Penso que, em parte, todo esse cenário que foi construído no entorno deste instituto de proteção da criança se deve pela falta de clareza de nossa parte, operadores do direito, que, muitas vezes, para demonstrar uma falsa erudição sobre o assunto, nos valemos de expressões extremamente técnicas, de vocabulário restrito e palavreado rebuscado durante nossas explicações. Sem dúvidas essa nossa postura equivocada acaba por coagir o cidadão que ali está buscando uma solução para sua dúvida, mas que prefere permanecer na ignorância velada sob o tema, a se constranger perante sua incapacidade técnica de compreender todo o bonito - porém inútil - falatório do profissional do direito.

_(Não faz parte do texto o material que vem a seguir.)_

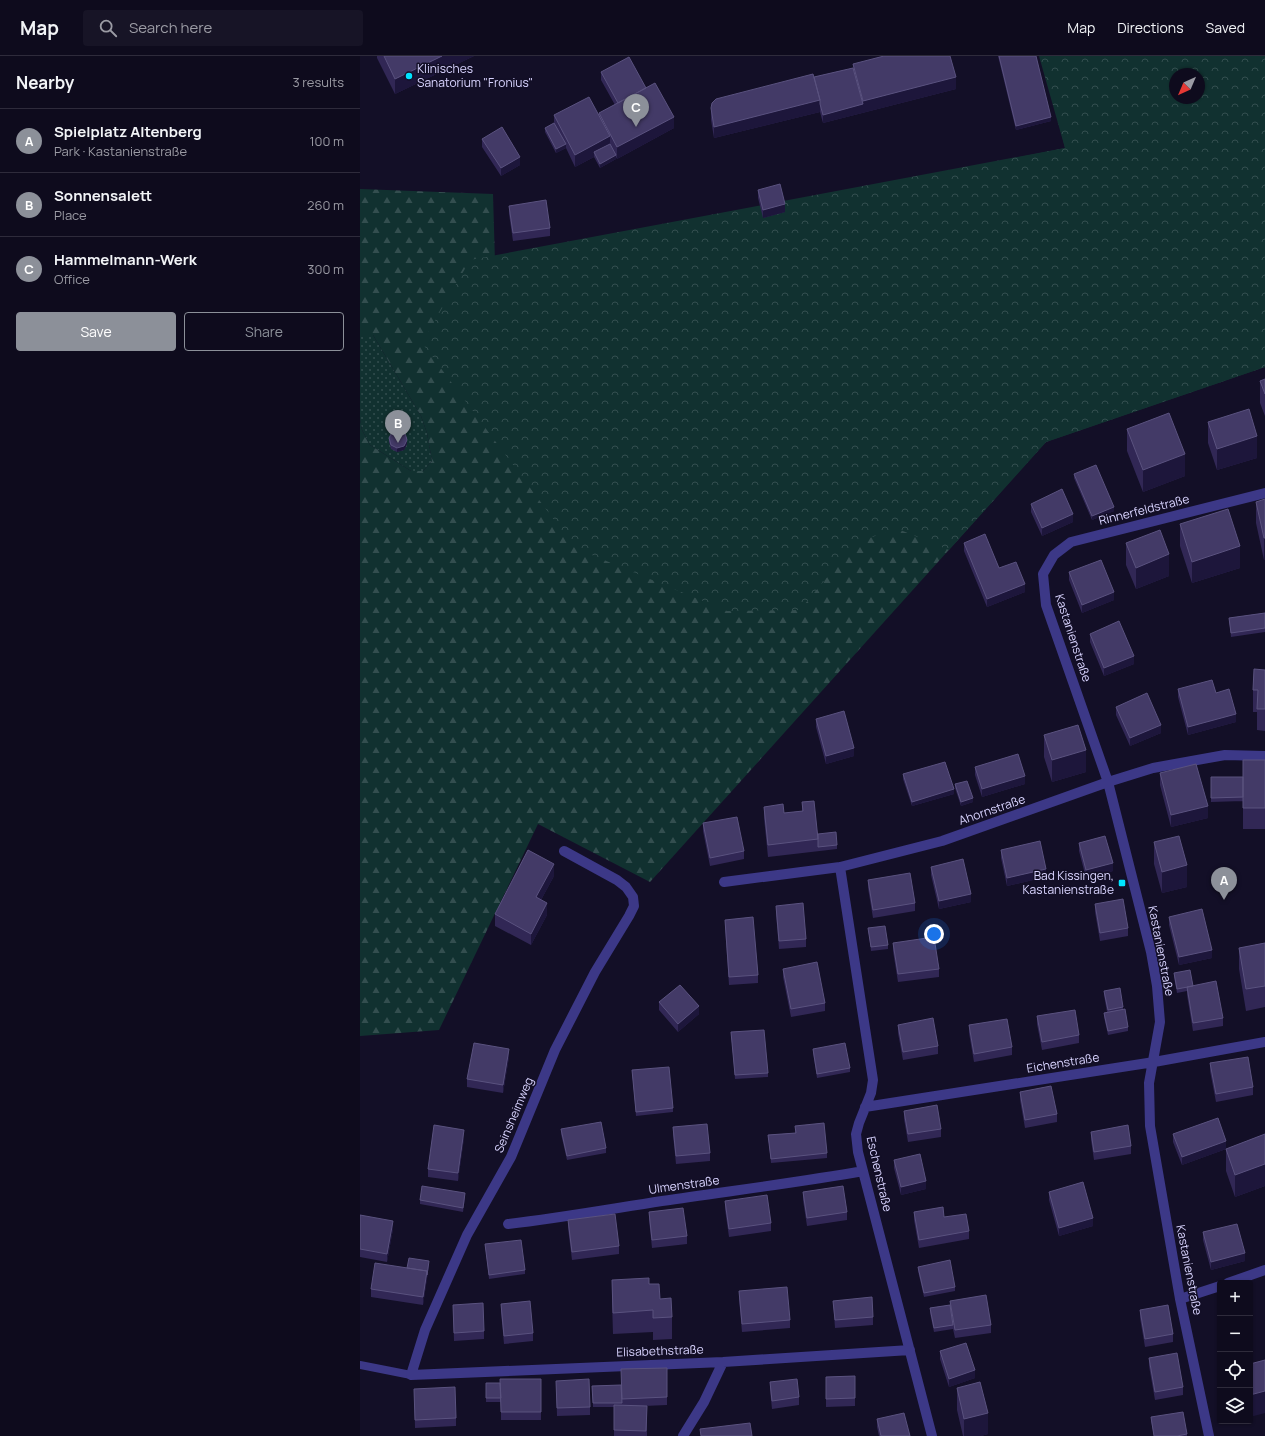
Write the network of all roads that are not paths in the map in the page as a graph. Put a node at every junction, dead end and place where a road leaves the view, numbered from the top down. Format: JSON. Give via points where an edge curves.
{"nodes":[{"id":1,"x":1265,"y":493,"type":"edge"},
{"id":2,"x":1043,"y":574,"type":"joint"},
{"id":3,"x":1265,"y":756,"type":"edge"},
{"id":4,"x":1108,"y":782,"type":"junction"},
{"id":5,"x":564,"y":851,"type":"dead end"},
{"id":6,"x":840,"y":867,"type":"junction"},
{"id":7,"x":724,"y":882,"type":"dead end"},
{"id":8,"x":1265,"y":1042,"type":"edge"},
{"id":9,"x":1154,"y":1062,"type":"junction"},
{"id":10,"x":865,"y":1107,"type":"junction"},
{"id":11,"x":863,"y":1171,"type":"junction"},
{"id":12,"x":508,"y":1224,"type":"dead end"},
{"id":13,"x":1265,"y":1270,"type":"edge"},
{"id":14,"x":1237,"y":1280,"type":"edge"},
{"id":15,"x":1217,"y":1287,"type":"edge"},
{"id":16,"x":1180,"y":1299,"type":"junction"},
{"id":17,"x":910,"y":1350,"type":"junction"},
{"id":18,"x":723,"y":1362,"type":"junction"},
{"id":19,"x":360,"y":1365,"type":"edge"},
{"id":20,"x":411,"y":1375,"type":"junction"},
{"id":21,"x":683,"y":1436,"type":"edge"},
{"id":22,"x":932,"y":1436,"type":"edge"},
{"id":23,"x":1209,"y":1436,"type":"edge"}],
"edges":[{"from":1,"to":2,"type":"street","name":"Rinnerfeldstraße","via":[[1070,542],[1054,555]]},
{"from":2,"to":4,"type":"street","name":"Kastanienstraße","via":[[1046,604]]},
{"from":3,"to":4,"type":"street","name":"Ahornstraße","via":[[1225,756],[1194,760],[1153,768]]},
{"from":4,"to":6,"type":"street","name":"Ahornstraße","via":[[942,841]]},
{"from":4,"to":9,"type":"street","name":"Kastanienstraße","via":[[1151,952],[1157,986],[1160,1022]]},
{"from":5,"to":20,"type":"street","name":"Seinsheimweg","via":[[622,884],[633,897],[634,906],[595,972],[555,1050],[511,1157],[467,1235],[425,1330]]},
{"from":6,"to":7,"type":"street","name":"Ahornstraße"},
{"from":6,"to":10,"type":"street","name":"Eschenstraße","via":[[873,1080]]},
{"from":8,"to":9,"type":"street","name":"Eichenstraße"},
{"from":9,"to":10,"type":"street","name":"Eichenstraße"},
{"from":9,"to":16,"type":"street","name":"Kastanienstraße","via":[[1149,1083],[1150,1126]]},
{"from":10,"to":11,"type":"street","name":"Eschenstraße","via":[[856,1134]]},
{"from":11,"to":12,"type":"street","name":"Ulmenstraße"},
{"from":11,"to":17,"type":"street","name":"Eschenstraße"},
{"from":13,"to":14,"type":"street"},
{"from":15,"to":16,"type":"street"},
{"from":16,"to":23,"type":"street","name":"Kastanienstraße"},
{"from":17,"to":18,"type":"street","name":"Elisabethstraße"},
{"from":17,"to":22,"type":"street","name":"Eschenstraße"},
{"from":18,"to":20,"type":"street","name":"Elisabethstraße"},
{"from":18,"to":21,"type":"street","via":[[704,1402]]},
{"from":19,"to":20,"type":"lane"}]}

De antemão, tem-se que desmistificar todo o instituto da Guarda, explicando-o de maneira simples e acessível, distinguindo os tipos e formas que ele pode assumir, e ao mesmo tempo refutar algumas crendices infundadas.

Tanto a jurisprudência quanto a doutrina dominante afirmam que "a guarda não é a essência, mas tão-somente da natureza do pátrio poder" (RT, 554/209, 575/134; RJTJESP, 109/280, 121/277; RDTJRJ, 1/79; RTJ 56/53).

Neste sentido, a guarda é atributo do poder familiar, mas não se confunde ele. São dois institutos distintos entre si, o do Poder Familiar e o da Guarda, sendo o segundo um dos muitos atributos decorrentes do primeiro, todavia não se encerra com exclusividade nele, sendo possível concluirmos que a guarda pode existir de maneira independente do poder familiar.

É portanto a Guarda, um instrumento que se destina a tão somente regular a posse do menor por seus responsáveis legais, e as obrigações decorrentes dessa posse, sem que isso pressuponha a necessidade da prévia perda - temporária ou definitiva - do poder familiar de um ou de ambos os pais.

Quanto às obrigações dos guardiões, ela estão expressas tanto no Código Civil, como no Estatuto da Criança e do Adolescente (ECA), e estabelecem como dever a obrigação da prestação de assistência material, moral e educacional à criança ou adolescente, conferindo a seu detentor o direito de opor-se a terceiros, inclusive aos pais, regularizando sua situação fática de posse sobre os menores, e conferindo a eles a condição de dependentes legais, para todos os fins e efeitos, inclusive previdenciário (ECA, art. 33), gerando obrigações pessoais e intransferíveis (ECA, art. 30).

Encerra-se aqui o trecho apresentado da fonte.